Records excerpted from a collection
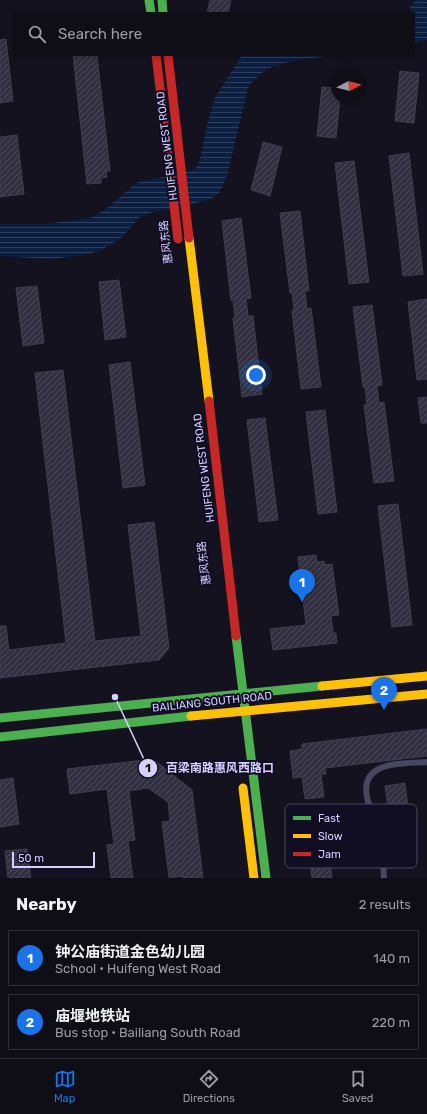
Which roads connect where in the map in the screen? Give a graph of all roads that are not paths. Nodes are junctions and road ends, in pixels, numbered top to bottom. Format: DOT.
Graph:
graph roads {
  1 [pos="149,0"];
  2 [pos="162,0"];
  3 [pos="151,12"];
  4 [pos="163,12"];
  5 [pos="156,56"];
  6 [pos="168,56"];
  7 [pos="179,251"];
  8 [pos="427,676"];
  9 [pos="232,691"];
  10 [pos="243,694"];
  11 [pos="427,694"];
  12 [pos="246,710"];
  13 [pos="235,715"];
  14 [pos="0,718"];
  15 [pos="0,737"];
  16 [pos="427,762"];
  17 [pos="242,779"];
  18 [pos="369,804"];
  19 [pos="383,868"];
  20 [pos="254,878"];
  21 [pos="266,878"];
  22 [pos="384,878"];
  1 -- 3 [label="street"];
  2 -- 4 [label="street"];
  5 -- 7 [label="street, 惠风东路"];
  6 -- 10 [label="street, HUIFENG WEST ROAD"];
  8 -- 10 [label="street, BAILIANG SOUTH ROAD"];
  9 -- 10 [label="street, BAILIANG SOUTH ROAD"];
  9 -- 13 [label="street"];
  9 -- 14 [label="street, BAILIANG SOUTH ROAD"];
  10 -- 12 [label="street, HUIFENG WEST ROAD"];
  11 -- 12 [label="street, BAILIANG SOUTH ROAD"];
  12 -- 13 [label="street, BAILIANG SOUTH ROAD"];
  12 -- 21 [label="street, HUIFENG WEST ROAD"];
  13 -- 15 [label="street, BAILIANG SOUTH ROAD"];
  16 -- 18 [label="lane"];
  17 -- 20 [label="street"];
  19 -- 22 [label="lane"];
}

What you are asked to do
Leaving images out, please output every line of the data exactly.

Task output
Which roads connect where in the map in the screen? Give a graph of all roads that are not paths. Nodes are junctions and road ends, in pixels, numbered top to bottom. Format: DOT.
Graph:
graph roads {
  1 [pos="149,0"];
  2 [pos="162,0"];
  3 [pos="151,12"];
  4 [pos="163,12"];
  5 [pos="156,56"];
  6 [pos="168,56"];
  7 [pos="179,251"];
  8 [pos="427,676"];
  9 [pos="232,691"];
  10 [pos="243,694"];
  11 [pos="427,694"];
  12 [pos="246,710"];
  13 [pos="235,715"];
  14 [pos="0,718"];
  15 [pos="0,737"];
  16 [pos="427,762"];
  17 [pos="242,779"];
  18 [pos="369,804"];
  19 [pos="383,868"];
  20 [pos="254,878"];
  21 [pos="266,878"];
  22 [pos="384,878"];
  1 -- 3 [label="street"];
  2 -- 4 [label="street"];
  5 -- 7 [label="street, 惠风东路"];
  6 -- 10 [label="street, HUIFENG WEST ROAD"];
  8 -- 10 [label="street, BAILIANG SOUTH ROAD"];
  9 -- 10 [label="street, BAILIANG SOUTH ROAD"];
  9 -- 13 [label="street"];
  9 -- 14 [label="street, BAILIANG SOUTH ROAD"];
  10 -- 12 [label="street, HUIFENG WEST ROAD"];
  11 -- 12 [label="street, BAILIANG SOUTH ROAD"];
  12 -- 13 [label="street, BAILIANG SOUTH ROAD"];
  12 -- 21 [label="street, HUIFENG WEST ROAD"];
  13 -- 15 [label="street, BAILIANG SOUTH ROAD"];
  16 -- 18 [label="lane"];
  17 -- 20 [label="street"];
  19 -- 22 [label="lane"];
}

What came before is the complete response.